EX-19.1 2 ex_793519.htm EXHIBIT 19.1 ex_793519.htm

Exhibit 19.1

 

AMERICAN SHARED HOSPITAL SERVICES
POLICY ON INSIDE INFORMATION AND INSIDER TRADING

 

Adopted September 7, 2017, as amended and restated June 25, 2021

 

by the Board of Directors of American Shared Hospital Services

 

I. Introduction

 

The purpose of this Insider Trading Policy (the “Policy”) is to promote compliance with applicable securities laws by American Shared Hospital Services and its subsidiaries (“ASHS” or the “Company”) and all members of the Board of Directors, officers and employees thereof, in order to preserve the reputation and integrity of ASHS as well as that of all persons affiliated with it.

 

II.    Applicability

 

The Policy is applicable to all members of the Board of Directors, officers and employees of ASHS and any individual the Company’s Chief Financial Officer may designate as covered under this Policy from time to time (each, a “Covered Person”).

 

Questions regarding this policy should be directed to the Chief Financial Officer.

 

III. Policy

 

If any Covered Person has material, nonpublic information relating to the Company, it is the Company’s policy that neither the Covered Person nor any Related Person (as defined below) may buy or sell securities of the Company (“Company Securities”) or engage in any other action to take advantage of, or pass on to others, that information. This Policy also applies to material, nonpublic information relating to any other company with publicly-traded securities, including our customers or suppliers, obtained in the course of employment by or association with ASHS.

 

Each Covered Person has ethical and legal obligations to maintain the confidentiality of information about the Company and to not engage in transactions in Company Securities while in possession of material nonpublic information. Each Covered person must not engage in illegal trading and must avoid the appearance of improper trading. Each individual is responsible for making sure that he or she complies with this Policy, and that his or her Related Persons (as defined below) also comply with this Policy.

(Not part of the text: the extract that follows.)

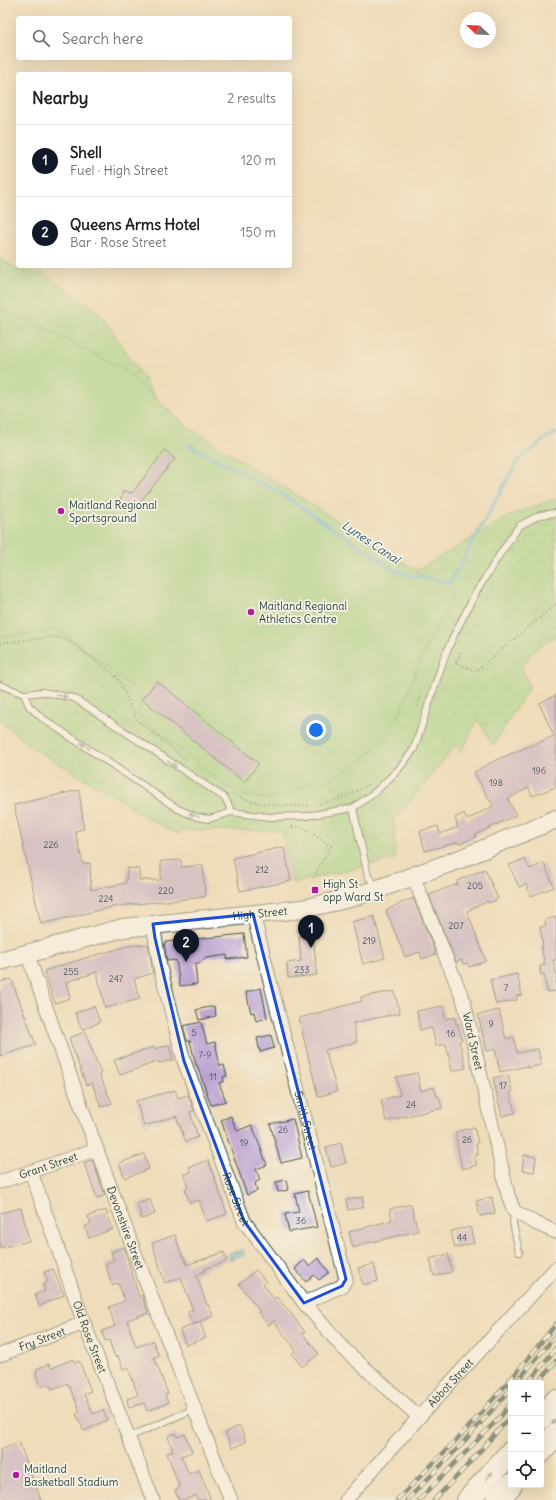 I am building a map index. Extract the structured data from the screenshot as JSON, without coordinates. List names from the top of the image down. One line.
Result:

In all cases, the responsibility for determining whether an individual is in possession of material nonpublic information rests with that individual, and any action on the part of the Company, the Chief Financial Officer or any other employee or director pursuant to this Policy (or otherwise) does not in any way constitute legal advice or insulate an individual from liability under applicable securities laws. You could be subject to severe legal penalties and disciplinary action by the Company for any conduct prohibited by this Policy or applicable securities laws.

 

 

 

 

IV. Definitions/Explanations

 

A. Who is an Insider?

 

Any person who possesses material, nonpublic information is considered an “insider” as to that information. Insiders include members of the Board of Directors, officers, employees, independent contractors and those persons in a special relationship with the Company, e.g., its auditors, consultants or attorneys. The definition of insider is transaction specific; that is, an individual is an insider with respect to each material, nonpublic item of which he or she is aware.

 

B. What is Material Information?

 

The materiality of a fact depends upon the circumstances. A fact is considered “material” if there is a substantial likelihood that a reasonable investor would consider it important in making a decision to buy, sell or hold a security given the total mix of information publicly available to the investor or where the fact is likely to have a significant effect on the market price of the security. Material information can be positive or negative and can relate to virtually any aspect of a company’s business or to any type of security – debt or equity.

 

Some examples of information that is typically material include:

 

 

Unpublished financial results

 

 

News of a pending or proposed company transaction

 

 

Significant changes in corporate objectives

 

 

News of a significant sale of assets

 

 

Changes in dividend policies

 

 

Financial liquidity problems

 

The above list is only illustrative; many other types of information may be considered “material,” depending on the circumstances. The materiality of particular information is subject to reassessment on a regular basis.

 

C. What is Nonpublic Information?

 

Information is “nonpublic” if it is not available to the general public. In order for information to be considered public, it must be widely disseminated in a manner making it generally available to investors through the Company’s public filings with the SEC or through such media as Dow Jones, Reuters Economic Services, The Wall Street Journal, or the Associated Press,. The circulation of rumors, even if accurate and reported in the media, does not constitute effective public dissemination.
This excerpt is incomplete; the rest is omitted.